Work required
Count the lines holding the string "Магарачская" in the records, and give only the count.

** Task inputs follows **

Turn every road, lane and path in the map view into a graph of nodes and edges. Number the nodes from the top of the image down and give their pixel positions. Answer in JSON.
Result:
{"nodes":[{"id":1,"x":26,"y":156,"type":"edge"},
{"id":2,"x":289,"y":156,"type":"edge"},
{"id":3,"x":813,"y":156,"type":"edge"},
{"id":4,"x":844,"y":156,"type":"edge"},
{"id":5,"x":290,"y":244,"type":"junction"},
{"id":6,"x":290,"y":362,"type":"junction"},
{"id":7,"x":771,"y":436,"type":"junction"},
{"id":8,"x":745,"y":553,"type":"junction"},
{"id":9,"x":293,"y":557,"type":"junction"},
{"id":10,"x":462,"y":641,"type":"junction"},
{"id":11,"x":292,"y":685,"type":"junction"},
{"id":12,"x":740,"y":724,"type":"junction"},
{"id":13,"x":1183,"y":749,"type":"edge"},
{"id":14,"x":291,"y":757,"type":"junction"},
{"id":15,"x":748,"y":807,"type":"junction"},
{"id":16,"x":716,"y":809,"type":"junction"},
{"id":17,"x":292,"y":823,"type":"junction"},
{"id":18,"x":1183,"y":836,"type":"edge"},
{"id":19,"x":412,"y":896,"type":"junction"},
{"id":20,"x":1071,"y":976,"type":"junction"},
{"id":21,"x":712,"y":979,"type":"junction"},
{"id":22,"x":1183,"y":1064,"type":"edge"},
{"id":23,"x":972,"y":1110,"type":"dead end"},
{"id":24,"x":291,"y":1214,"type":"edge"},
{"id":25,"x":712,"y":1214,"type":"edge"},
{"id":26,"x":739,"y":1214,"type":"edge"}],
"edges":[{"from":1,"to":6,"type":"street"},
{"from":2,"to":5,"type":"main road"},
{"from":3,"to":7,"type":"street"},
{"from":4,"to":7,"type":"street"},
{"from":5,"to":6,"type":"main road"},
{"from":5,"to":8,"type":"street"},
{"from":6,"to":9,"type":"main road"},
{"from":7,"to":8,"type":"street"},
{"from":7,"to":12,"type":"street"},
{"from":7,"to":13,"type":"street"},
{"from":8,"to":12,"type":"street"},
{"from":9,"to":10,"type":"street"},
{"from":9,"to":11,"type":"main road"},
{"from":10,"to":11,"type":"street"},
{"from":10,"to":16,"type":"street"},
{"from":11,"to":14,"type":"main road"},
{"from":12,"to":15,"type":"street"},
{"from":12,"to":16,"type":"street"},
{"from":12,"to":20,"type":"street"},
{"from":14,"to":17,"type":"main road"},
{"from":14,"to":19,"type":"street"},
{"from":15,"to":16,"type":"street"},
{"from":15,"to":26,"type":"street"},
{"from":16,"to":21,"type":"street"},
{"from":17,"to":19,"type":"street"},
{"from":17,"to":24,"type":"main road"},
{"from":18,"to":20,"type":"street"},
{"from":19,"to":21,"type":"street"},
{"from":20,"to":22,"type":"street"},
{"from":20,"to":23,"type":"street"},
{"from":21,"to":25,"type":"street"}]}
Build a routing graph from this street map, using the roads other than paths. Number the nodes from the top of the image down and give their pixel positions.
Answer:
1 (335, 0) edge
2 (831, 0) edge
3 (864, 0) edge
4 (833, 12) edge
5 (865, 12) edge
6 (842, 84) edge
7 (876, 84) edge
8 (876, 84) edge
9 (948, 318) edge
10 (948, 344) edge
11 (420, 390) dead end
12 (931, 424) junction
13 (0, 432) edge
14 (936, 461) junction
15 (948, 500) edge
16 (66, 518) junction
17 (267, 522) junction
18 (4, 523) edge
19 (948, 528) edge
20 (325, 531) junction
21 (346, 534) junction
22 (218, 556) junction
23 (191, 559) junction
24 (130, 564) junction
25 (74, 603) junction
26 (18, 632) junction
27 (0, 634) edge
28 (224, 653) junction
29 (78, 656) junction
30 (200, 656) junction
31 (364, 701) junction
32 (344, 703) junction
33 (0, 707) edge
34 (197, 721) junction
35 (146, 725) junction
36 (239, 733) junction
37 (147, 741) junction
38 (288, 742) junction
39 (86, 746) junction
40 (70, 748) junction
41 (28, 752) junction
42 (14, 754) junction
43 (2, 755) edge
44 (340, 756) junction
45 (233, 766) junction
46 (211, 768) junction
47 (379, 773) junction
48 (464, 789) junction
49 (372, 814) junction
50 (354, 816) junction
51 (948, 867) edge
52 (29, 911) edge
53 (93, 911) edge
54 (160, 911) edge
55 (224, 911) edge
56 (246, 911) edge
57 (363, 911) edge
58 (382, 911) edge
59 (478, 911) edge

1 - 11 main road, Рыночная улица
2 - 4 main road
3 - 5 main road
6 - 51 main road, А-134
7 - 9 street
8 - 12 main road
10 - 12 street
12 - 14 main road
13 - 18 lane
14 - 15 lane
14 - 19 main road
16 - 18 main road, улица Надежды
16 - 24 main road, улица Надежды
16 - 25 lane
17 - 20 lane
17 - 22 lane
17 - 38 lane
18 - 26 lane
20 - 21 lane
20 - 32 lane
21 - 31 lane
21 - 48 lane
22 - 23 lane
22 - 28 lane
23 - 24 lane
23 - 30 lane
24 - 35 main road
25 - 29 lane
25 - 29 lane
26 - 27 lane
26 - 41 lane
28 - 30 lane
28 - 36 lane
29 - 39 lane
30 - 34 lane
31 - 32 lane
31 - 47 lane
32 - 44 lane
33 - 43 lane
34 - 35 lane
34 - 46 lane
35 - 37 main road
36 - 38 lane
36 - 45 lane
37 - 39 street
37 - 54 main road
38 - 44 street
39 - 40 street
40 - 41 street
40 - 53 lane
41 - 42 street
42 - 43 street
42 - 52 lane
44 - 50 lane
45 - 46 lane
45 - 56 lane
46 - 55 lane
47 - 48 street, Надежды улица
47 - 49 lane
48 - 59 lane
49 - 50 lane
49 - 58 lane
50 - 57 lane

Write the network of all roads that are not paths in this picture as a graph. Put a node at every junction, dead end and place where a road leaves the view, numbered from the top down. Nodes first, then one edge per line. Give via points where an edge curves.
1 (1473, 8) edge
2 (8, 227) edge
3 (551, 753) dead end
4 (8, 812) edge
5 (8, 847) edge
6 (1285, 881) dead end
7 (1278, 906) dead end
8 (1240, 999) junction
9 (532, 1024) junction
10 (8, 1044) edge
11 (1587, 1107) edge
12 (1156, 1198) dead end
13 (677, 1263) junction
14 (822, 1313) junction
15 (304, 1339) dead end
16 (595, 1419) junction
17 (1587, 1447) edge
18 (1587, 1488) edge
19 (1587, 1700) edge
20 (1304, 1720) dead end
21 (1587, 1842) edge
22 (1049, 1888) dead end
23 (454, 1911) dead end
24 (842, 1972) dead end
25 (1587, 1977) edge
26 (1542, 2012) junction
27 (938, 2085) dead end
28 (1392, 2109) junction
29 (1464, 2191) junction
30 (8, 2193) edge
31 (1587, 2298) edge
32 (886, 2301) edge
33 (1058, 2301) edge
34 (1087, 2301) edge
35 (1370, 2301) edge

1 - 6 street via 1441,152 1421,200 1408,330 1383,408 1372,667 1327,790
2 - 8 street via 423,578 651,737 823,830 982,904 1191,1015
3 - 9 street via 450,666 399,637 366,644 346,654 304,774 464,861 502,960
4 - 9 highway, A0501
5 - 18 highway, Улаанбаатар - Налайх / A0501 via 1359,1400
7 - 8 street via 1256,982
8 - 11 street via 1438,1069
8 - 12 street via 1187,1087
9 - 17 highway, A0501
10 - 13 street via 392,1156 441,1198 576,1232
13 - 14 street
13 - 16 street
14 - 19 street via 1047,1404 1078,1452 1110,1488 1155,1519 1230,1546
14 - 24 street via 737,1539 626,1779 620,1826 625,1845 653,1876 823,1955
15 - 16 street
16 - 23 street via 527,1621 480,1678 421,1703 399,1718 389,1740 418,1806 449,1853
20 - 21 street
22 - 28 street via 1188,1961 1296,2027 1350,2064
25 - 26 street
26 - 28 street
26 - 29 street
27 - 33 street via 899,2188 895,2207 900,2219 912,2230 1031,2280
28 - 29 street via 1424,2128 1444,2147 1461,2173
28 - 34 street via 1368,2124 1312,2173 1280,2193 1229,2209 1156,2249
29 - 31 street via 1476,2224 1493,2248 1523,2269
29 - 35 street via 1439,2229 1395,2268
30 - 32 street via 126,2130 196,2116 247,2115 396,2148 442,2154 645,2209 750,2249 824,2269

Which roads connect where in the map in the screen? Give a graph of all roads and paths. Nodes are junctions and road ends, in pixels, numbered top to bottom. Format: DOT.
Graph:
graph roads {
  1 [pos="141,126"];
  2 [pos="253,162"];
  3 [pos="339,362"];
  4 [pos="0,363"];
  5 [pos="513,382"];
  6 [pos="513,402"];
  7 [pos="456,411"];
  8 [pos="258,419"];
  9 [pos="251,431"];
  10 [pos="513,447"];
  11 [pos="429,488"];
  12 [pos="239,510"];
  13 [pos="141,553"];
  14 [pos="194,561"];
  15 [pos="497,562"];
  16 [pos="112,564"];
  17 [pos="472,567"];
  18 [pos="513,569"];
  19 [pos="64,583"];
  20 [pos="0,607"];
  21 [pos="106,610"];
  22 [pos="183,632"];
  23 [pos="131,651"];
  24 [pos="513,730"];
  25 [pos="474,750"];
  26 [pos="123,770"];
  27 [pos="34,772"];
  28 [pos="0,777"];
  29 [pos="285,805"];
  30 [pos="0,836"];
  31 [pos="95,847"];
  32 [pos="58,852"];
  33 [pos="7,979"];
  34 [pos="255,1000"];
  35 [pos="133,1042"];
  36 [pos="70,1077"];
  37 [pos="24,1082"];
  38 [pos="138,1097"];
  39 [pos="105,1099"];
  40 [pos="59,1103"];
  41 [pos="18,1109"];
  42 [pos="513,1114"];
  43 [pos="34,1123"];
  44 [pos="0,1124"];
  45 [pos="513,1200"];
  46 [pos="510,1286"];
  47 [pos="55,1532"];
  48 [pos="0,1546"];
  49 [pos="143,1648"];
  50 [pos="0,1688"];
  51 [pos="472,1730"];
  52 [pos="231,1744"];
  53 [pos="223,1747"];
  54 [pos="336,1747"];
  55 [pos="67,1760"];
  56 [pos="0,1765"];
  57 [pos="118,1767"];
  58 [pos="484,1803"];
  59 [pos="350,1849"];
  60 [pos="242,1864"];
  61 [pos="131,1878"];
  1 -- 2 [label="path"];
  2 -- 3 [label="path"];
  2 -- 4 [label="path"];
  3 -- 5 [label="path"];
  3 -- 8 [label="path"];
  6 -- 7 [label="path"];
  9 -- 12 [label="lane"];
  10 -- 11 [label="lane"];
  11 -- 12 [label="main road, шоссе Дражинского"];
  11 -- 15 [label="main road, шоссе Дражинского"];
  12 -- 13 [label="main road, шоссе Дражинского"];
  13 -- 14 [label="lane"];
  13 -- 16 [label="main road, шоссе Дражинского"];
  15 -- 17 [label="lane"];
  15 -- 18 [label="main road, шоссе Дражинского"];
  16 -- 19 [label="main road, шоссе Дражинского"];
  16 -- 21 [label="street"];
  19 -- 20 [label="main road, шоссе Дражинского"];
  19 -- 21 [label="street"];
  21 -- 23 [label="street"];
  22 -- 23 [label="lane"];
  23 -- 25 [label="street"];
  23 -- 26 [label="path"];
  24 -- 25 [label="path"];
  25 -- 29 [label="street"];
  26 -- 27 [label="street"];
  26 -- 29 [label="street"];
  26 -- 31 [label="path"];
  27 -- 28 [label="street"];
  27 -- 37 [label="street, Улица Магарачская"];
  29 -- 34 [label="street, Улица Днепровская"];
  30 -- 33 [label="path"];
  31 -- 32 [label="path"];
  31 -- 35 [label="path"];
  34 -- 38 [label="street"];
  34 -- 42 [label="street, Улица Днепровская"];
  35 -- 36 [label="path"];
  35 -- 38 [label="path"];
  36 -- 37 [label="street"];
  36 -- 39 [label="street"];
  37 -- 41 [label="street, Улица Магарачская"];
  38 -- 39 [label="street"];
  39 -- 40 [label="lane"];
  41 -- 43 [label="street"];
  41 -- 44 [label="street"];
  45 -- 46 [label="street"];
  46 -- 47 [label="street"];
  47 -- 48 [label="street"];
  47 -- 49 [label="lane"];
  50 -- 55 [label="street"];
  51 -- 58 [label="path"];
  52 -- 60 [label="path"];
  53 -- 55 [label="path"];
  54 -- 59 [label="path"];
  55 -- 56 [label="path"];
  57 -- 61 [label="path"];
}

** End of Task inputs **

Solved exercise
2